**Assignment**
With images removed, transcribe each record exactly as it appears.

____ Records

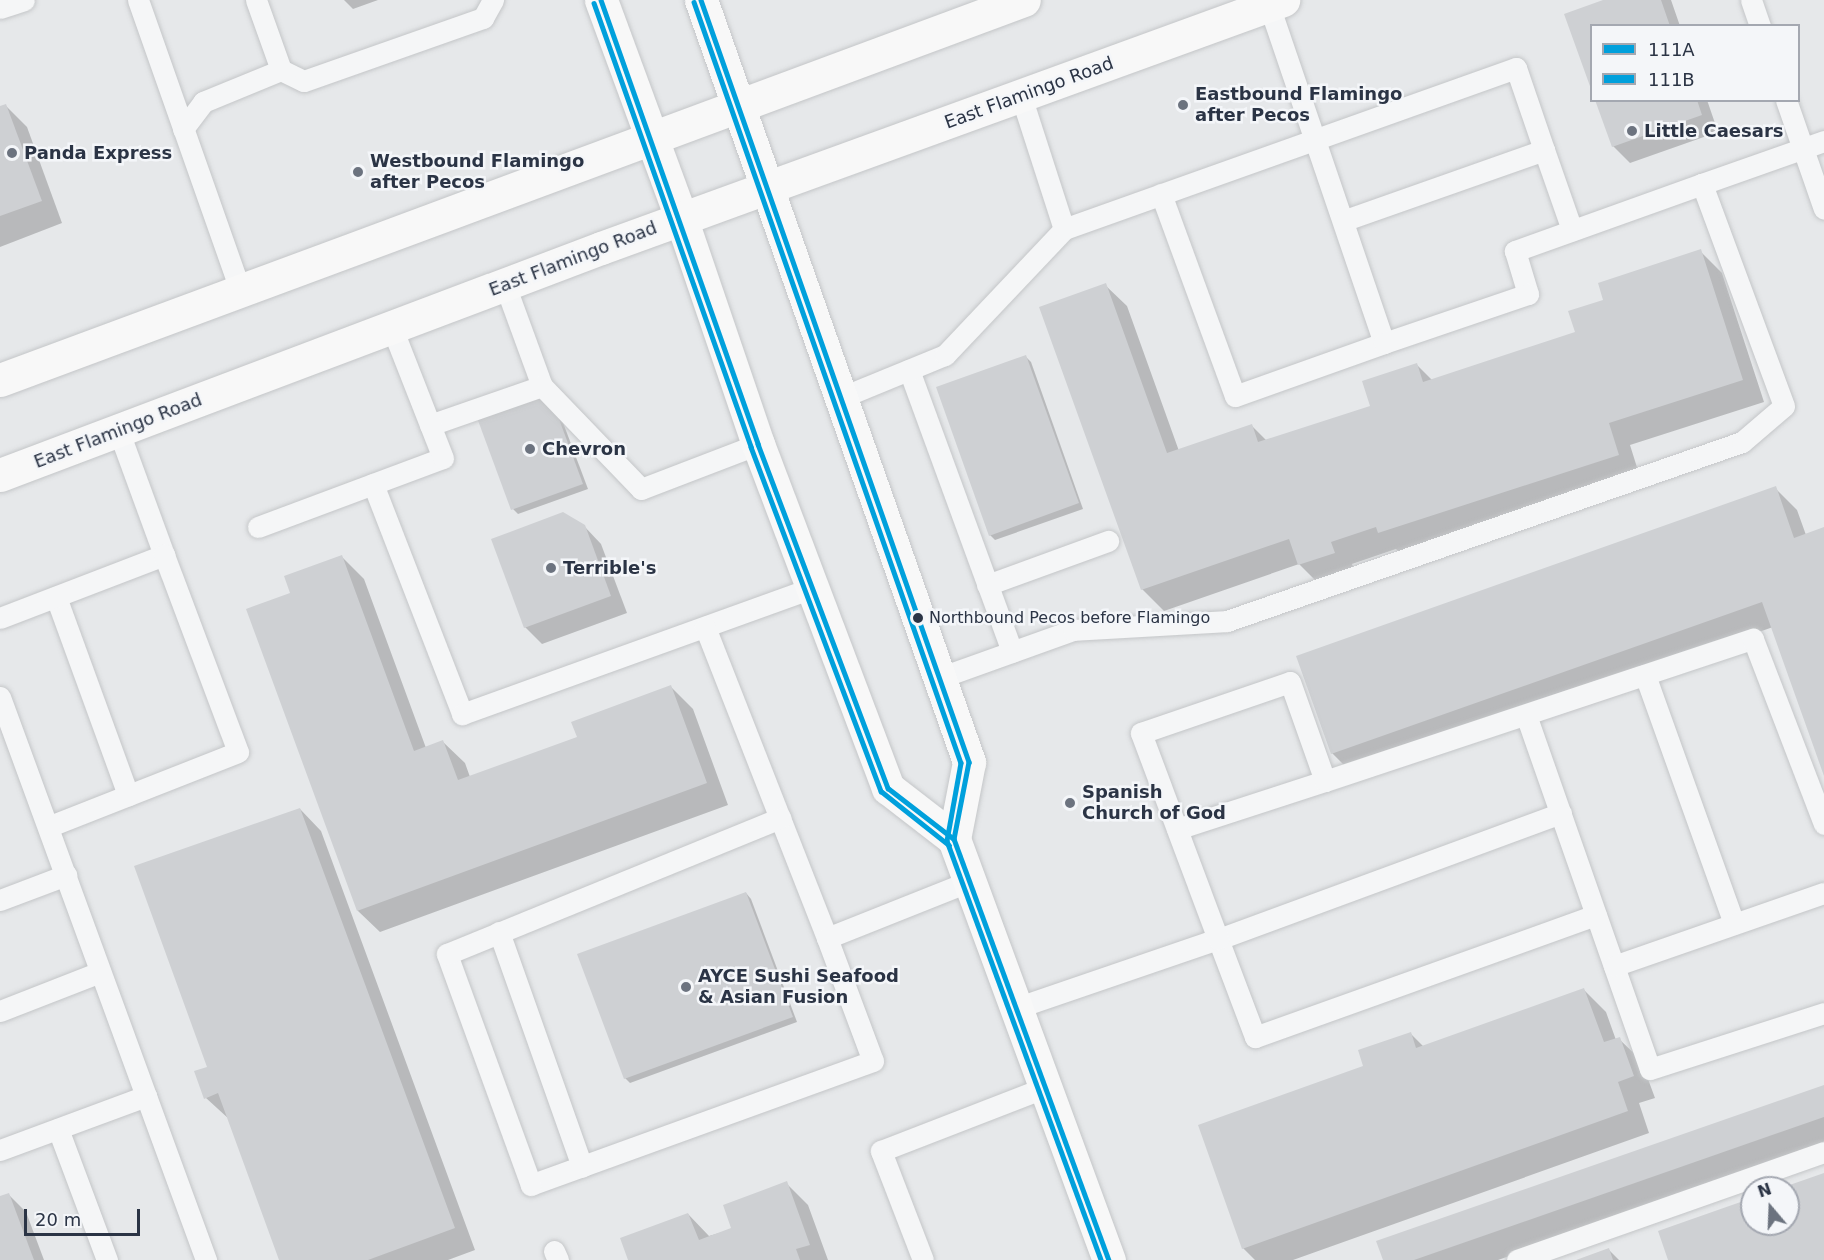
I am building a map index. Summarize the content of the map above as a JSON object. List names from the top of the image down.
{
  "streets": {
    "main road": ["East Flamingo Road"]
  },
  "places": [
    "Eastbound Flamingo after Pecos",
    "Little Caesars",
    "Panda Express",
    "Westbound Flamingo after Pecos",
    "Chevron",
    "Terrible's",
    "Northbound Pecos before Flamingo",
    "Spanish Church of God",
    "AYCE Sushi Seafood & Asian Fusion"
  ],
  "lines": ["transit line 111A", "transit line 111B"],
  "legend": ["111A", "111B"],
  "scale_bar": "20 m",
  "north": "top"
}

________

**Task output**
I am building a map index. Summarize the content of the map above as a JSON object. List names from the top of the image down.
{
  "streets": {
    "main road": ["East Flamingo Road"]
  },
  "places": [
    "Eastbound Flamingo after Pecos",
    "Little Caesars",
    "Panda Express",
    "Westbound Flamingo after Pecos",
    "Chevron",
    "Terrible's",
    "Northbound Pecos before Flamingo",
    "Spanish Church of God",
    "AYCE Sushi Seafood & Asian Fusion"
  ],
  "lines": ["transit line 111A", "transit line 111B"],
  "legend": ["111A", "111B"],
  "scale_bar": "20 m",
  "north": "top"
}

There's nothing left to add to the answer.